DEAR MISS LONELYHEARTS: My husband and I are in our late 20s, love Halloween and have the whole house and yard decorated in spooky Halloween stuff for weeks. Sometimes we throw parties for our friends, and sometimes we go out and hit a few bars where we know other friends will be in costume and there will be prizes. We’ve won quite a few contests! This year, my husband suggested we kick it up a notch and privately pose for a few erotic shots in our costumes at the end of the night. He suggested we both go topless, in our battle gear.
I do have great breasts, but I told him it was easy for him to show off his bare chest, but I was worried about exposing my private parts. He assured me no one would ever see the pictures but us. Famous last words, right? I’m not so sure I trust my darling. What do you think?
— Weirded Out, South Winnipeg
Dear Weirded Out: Great, exciting photos are taken to be seen and have a way of getting shown to one or two very best friends via email, demanding a promise they will be instantly deleted. Ha! Female friends are even worse than male buddies at showing just one friend if the shot of them is fantastic. And then she shows another, and on it goes until it’s out there.
It’s bad to let erotic pictures of you get out there. Do you really want your friends, acquaintances, relatives or co-workers to just happen to see a photo of you two semi-naked? And what if you should break up? Sorry to say it, but about 50 per cent of couples do call it quits. You should say, “No thanks, darling,” to this project.
DEAR MISS LONELYHEARTS: Every Halloween, my husband turns into a 10 year old and wears his latest superhero costume to answer the door for trick-or-treaters.
We always go to a costume party later and I am right there with him — a good sport and wearing a costume, too. And yes, he wants to wear the suit to bed. I roll my eyes and put up with this too.
Is this the price of marriage — going along with this silly sexual stuff at Halloween? Is it equal to him watching figure skating on TV with me or holding my head up if I’m sick? Or should I just put my foot down this year and tell him he can dress up if he wants, but I feel silly doing the bedroom stuff.

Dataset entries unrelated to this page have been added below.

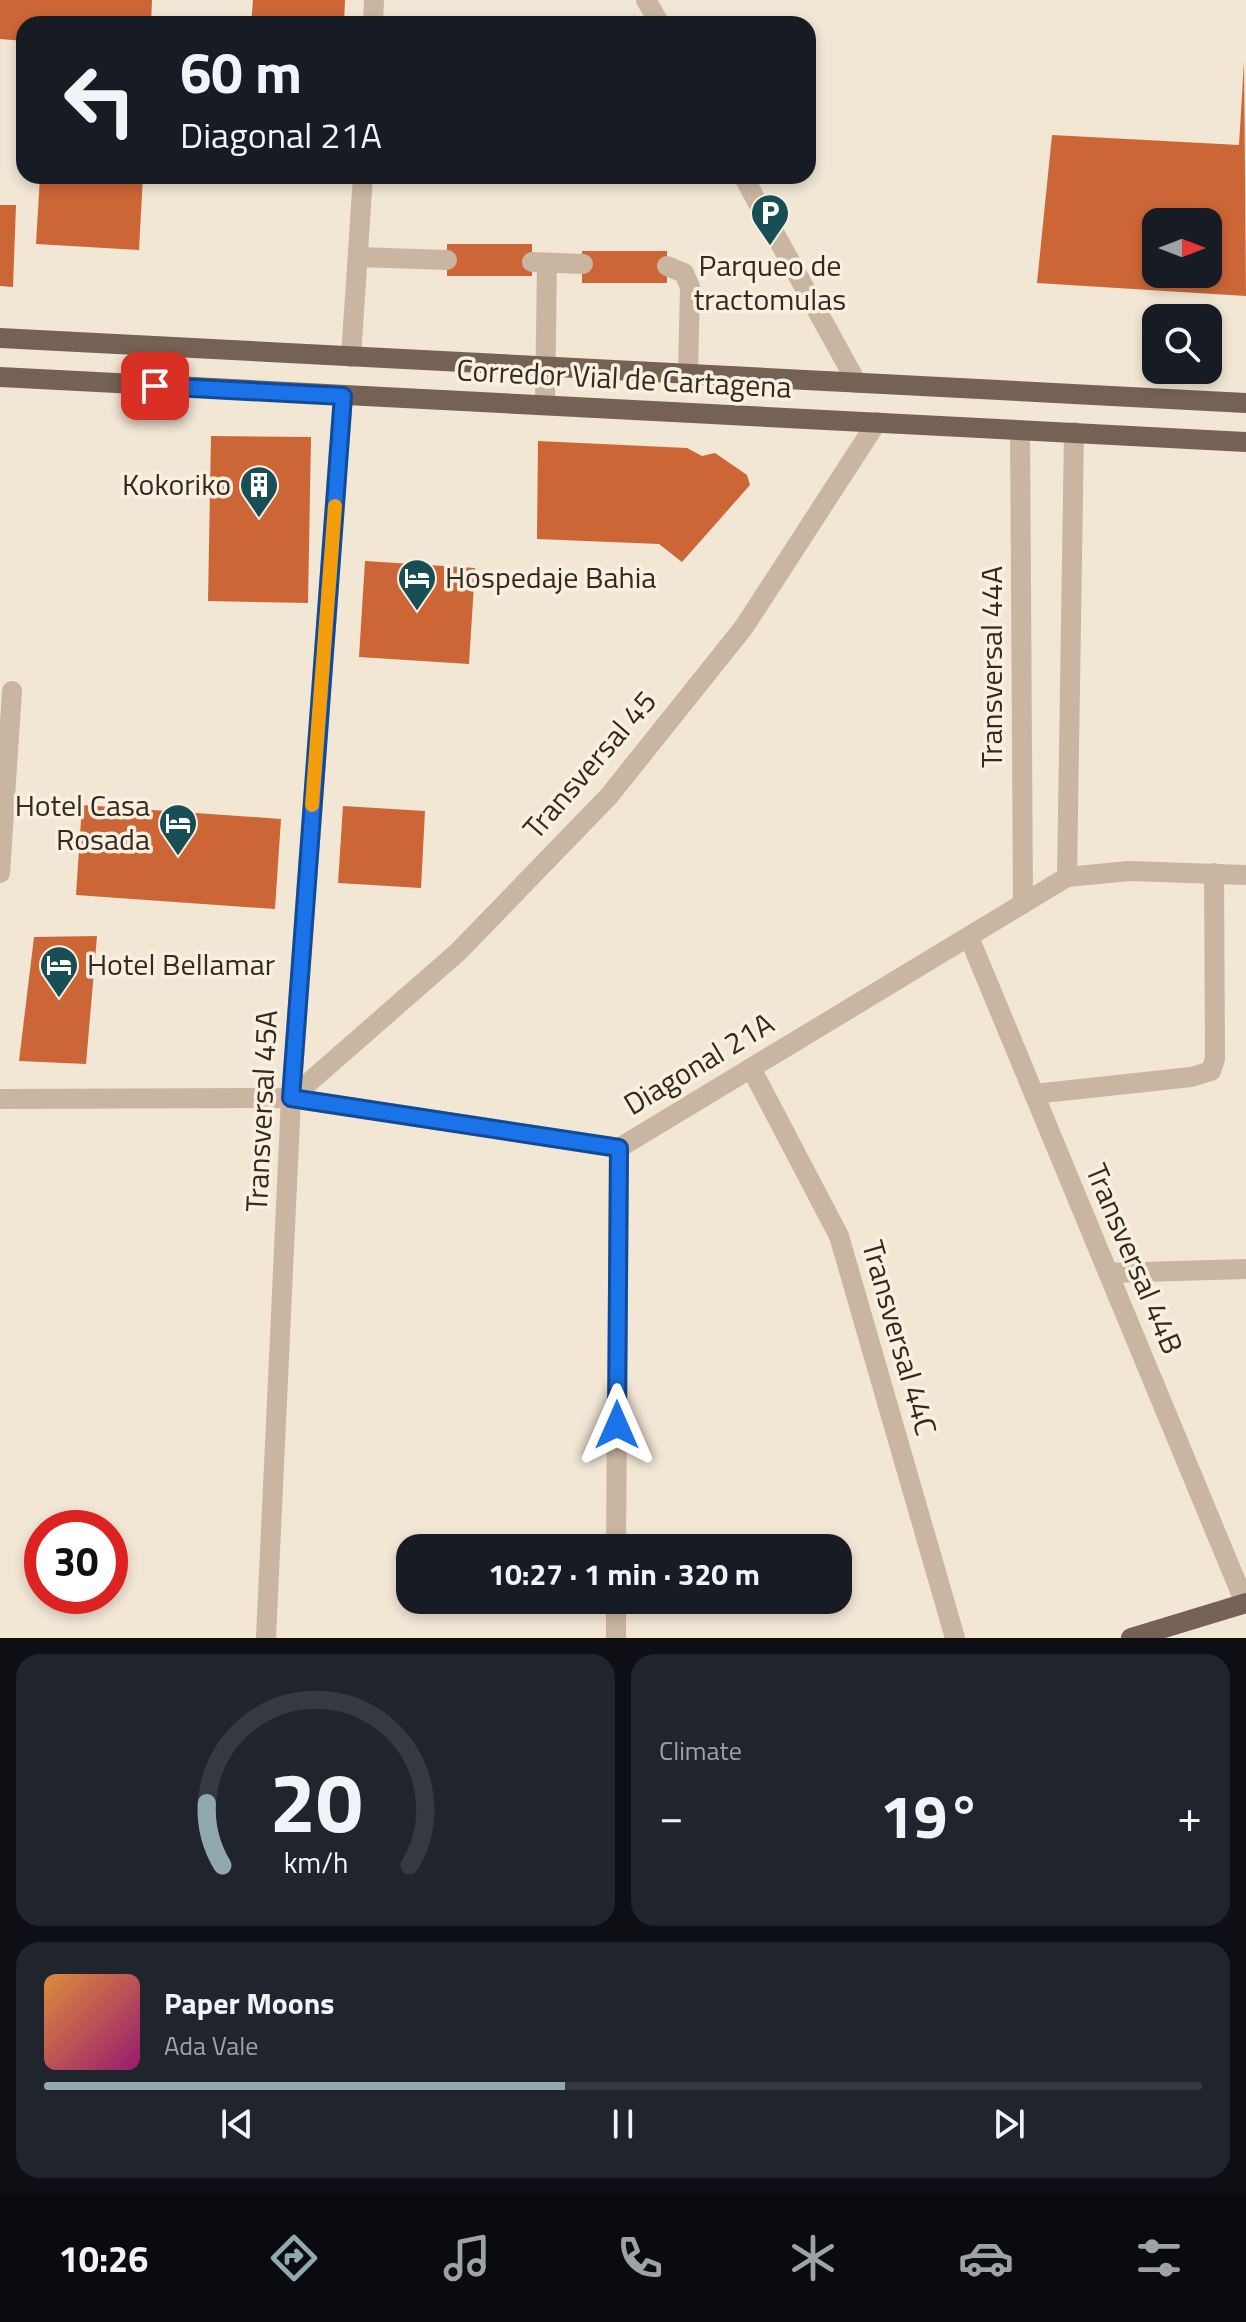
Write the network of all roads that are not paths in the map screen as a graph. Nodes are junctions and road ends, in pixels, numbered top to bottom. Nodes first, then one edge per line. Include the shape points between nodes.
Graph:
1 (363, 184) edge
2 (747, 184) edge
3 (358, 257) junction
4 (447, 260) dead end
5 (583, 264) dead end
6 (667, 266) dead end
7 (0, 338) edge
8 (351, 357) junction
9 (546, 367) junction
10 (688, 374) junction
11 (0, 377) edge
12 (857, 383) junction
13 (343, 396) junction
14 (1246, 403) edge
15 (545, 405) junction
16 (877, 422) junction
17 (1020, 430) junction
18 (1074, 432) junction
19 (1246, 442) edge
20 (12, 691) dead end
21 (0, 873) edge
22 (1214, 873) junction
23 (1246, 875) edge
24 (1067, 877) junction
25 (1023, 904) junction
26 (969, 937) junction
27 (751, 1068) junction
28 (1034, 1094) junction
29 (291, 1098) junction
30 (0, 1099) edge
31 (619, 1148) junction
32 (1246, 1269) edge
33 (1108, 1273) junction
34 (616, 1534) edge
35 (1246, 1603) edge
36 (616, 1614) edge
37 (266, 1638) edge
38 (616, 1638) edge
39 (955, 1638) edge
40 (1131, 1638) edge

1 - 3 street
2 - 12 street
3 - 4 street
3 - 8 street
5 - 9 street via 539,262
6 - 10 street via 684,273 690,287
7 - 8 main road, Corredor Vial de Cartagena
8 - 9 main road, Corredor Vial de Cartagena
9 - 10 main road, Corredor Vial de Cartagena
9 - 15 street
10 - 12 main road, Corredor Vial de Cartagena
11 - 13 main road, Corredor Vial de Cartagena
12 - 14 main road, Corredor Vial de Cartagena
13 - 15 main road, Corredor Vial de Cartagena
13 - 29 street, Transversal 45A
15 - 16 main road, Corredor Vial de Cartagena
16 - 17 main road, Corredor Vial de Cartagena
16 - 29 street, Transversal 45 via 744,627 609,796 458,952
17 - 18 main road, Corredor Vial de Cartagena
17 - 25 street, Transversal 44A
18 - 19 main road, Corredor Vial de Cartagena
18 - 24 street
20 - 21 street
22 - 23 street, Diagonal 21A
22 - 24 street, Diagonal 21A via 1129,871
22 - 28 street via 1211,1071
24 - 25 street, Diagonal 21A
25 - 26 street, Diagonal 21A
26 - 27 street, Diagonal 21A
26 - 28 street, Transversal 44B
27 - 31 street, Diagonal 21A
27 - 39 street, Transversal 44C via 839,1236
28 - 33 street, Transversal 44B
29 - 30 street, Diagonal 21A
29 - 31 street, Diagonal 21A
29 - 37 street, Transversal 45A
31 - 34 street
32 - 33 street
33 - 35 street, Transversal 44B
35 - 40 main road
36 - 38 street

— Not a Porn Star, Transcona
Dear Not a Porn Star: There are good marriages and there are great marriages, and people who go along with their partner’s fantasies — and believe me, your husband’s fantasy is pretty harmless — often have the greatest ones. Dressing in costume with him will give your husband a warm, fully-accepted and loved feeling that you supported him and had fun on the day he loves best. For him, it’s one day of the year when he can be a superhero fantasy guy for you.
The thing is, we are not married to carbon copies of ourselves. Our outside appearances are different, and so are our inner thoughts, dreams, desires and fantasies. Being a good sport about that inner-fantasy stuff goes a long way to having a superior marriage.
And here’s a tip: you can take all the hassle out of future Halloween adventures by picking up a few fantastic costumes that express your own mild fantasies at the post-Halloween sales this week. If you have costumes you look forward to wearing in the future, you can relax and enjoy things.